In case you haven’t figured out yet that I write stuff here as much for myself as for anyone else, well, its true. Almost every single day I find myself going back to my own blog as a reference tool. Today I’m writing a part two to my Working with the Gem Ecosystem post.

My thanks are extended to Nick who helped clarify the Gem update process and pointed out the need to embed the branch name in the Gemfile. He picked this up from his work on the Orats gem which is very useful if you’re into Rails and Docker.

Generators

I’m a big believer in custom generators and I’ve always found the process of writing them to be convoluted at best. I recently found pattern_generator which makes writing generators drop dead easy. I’m writing a project now where a major part of the process is writing custom data parsers for all kinds of web sites – udemy, leanpub, pluralsight, instagram, etc. These are all PORO (plain old ruby objects) i.e. no ActiveRecord backed and I wanted a custom generator which:

  • created my class
  • created my template
  • filled out the boilerplate structure

Happily pattern_generator is just plain perfect.
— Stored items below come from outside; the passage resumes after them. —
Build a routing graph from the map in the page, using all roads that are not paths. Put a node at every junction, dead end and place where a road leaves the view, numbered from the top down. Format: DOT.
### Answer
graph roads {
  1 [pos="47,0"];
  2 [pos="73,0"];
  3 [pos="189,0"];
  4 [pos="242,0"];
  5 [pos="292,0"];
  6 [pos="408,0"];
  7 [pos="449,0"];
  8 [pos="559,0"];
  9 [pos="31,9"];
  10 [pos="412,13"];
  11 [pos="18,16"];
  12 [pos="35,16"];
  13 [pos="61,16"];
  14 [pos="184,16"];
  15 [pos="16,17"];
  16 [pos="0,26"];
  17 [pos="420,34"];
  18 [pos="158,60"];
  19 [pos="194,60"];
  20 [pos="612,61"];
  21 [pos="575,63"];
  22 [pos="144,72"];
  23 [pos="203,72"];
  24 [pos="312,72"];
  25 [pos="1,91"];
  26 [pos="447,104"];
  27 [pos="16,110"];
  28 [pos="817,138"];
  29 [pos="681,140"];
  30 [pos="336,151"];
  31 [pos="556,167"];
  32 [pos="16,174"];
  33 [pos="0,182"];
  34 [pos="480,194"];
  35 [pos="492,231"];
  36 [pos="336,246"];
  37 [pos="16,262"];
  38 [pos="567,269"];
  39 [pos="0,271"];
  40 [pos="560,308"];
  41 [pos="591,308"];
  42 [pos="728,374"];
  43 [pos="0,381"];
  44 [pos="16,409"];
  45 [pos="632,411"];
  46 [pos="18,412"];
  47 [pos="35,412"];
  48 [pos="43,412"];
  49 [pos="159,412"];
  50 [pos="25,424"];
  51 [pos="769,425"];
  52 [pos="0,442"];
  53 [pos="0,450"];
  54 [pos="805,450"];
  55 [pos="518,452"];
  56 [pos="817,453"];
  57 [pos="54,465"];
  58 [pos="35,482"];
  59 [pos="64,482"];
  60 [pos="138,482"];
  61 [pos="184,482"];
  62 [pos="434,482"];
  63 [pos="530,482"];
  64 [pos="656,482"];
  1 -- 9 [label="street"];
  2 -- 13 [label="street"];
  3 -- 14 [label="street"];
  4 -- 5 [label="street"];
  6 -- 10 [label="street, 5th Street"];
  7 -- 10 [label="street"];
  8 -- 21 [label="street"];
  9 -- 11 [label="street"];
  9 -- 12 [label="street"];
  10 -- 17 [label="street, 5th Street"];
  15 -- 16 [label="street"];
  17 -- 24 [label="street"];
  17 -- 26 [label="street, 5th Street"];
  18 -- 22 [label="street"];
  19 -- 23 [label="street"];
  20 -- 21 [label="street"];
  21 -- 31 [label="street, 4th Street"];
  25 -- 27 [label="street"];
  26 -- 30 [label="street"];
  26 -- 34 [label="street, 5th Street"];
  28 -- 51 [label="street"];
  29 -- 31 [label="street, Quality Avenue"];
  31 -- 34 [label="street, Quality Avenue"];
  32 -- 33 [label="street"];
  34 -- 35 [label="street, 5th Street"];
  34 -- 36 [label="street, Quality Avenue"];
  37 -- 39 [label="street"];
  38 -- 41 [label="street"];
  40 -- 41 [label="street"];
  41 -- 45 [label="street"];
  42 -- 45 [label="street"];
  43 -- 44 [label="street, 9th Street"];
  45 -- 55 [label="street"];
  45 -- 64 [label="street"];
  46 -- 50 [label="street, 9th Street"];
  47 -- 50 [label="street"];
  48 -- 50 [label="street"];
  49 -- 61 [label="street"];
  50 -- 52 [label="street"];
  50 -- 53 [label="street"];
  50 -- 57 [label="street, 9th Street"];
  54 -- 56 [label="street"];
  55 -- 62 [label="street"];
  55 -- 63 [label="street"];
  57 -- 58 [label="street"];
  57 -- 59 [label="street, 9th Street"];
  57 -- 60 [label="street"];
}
Here’s all I did

  • fork the gem
  • clone it to my computer
  • open it in an editor
  • create a directory
  • add my template class
  • add my template spec
  • replace the class name with erb style output tags

And while this worked great, I ran into issues when I started making changes …

Note: The issues I had here are mine and mine alone. Sung Won Cho did a great job on pattern_generator and I thank him for it.

And Now Back to Gems

My problem came when I added my fork of pattern_generator to my project’s Gemfile and did a bundle install. At first the gem came down perfectly but I noticed a few bugs. I then updated my code and re-bundled and nothing. I didn’t get any of my changes. Here’s how I had it in my Gemfile initially:

gem 'pattern_generator', :git => 'https://github.com/fuzzygroup/pattern_generator.git'

Naturally this was located in a development only section of the Gemfile since we don’t want the memory overhead of this in production.

My first thought was that this was tied to a bundle update versus bundle instlal so I did:

bundle update

And, again, nothing. Next I tried:

bundle update –source=https://github.com/fuzzygroup/pattern_generator.git

I would have expected a bundle update pattern_generator to work but I did not find that to be the case. But even with specifying the source explicitly I still did not get the right version of my code. Happily Nick and I were about to pair anyway so I asked him and he honed right in on the branch i.e. specify the branch in the Gemfile. Here’s how that looks:

gem 'pattern_generator', :git => 'https://github.com/fuzzygroup/pattern_generator.git', :branch => "master"

And that worked perfectly. I wrote several new parsers today and then used my SyncDotRake toolkit to merge the parsing code into a new Service Oriented API. Overall it was a damn good day. Thanks Nick!

Note: I next updated the gem on the following day and could not get it to update at all. I finally tried:

bundle update pattern_generator

and that actually seemed to work consistently and reliably.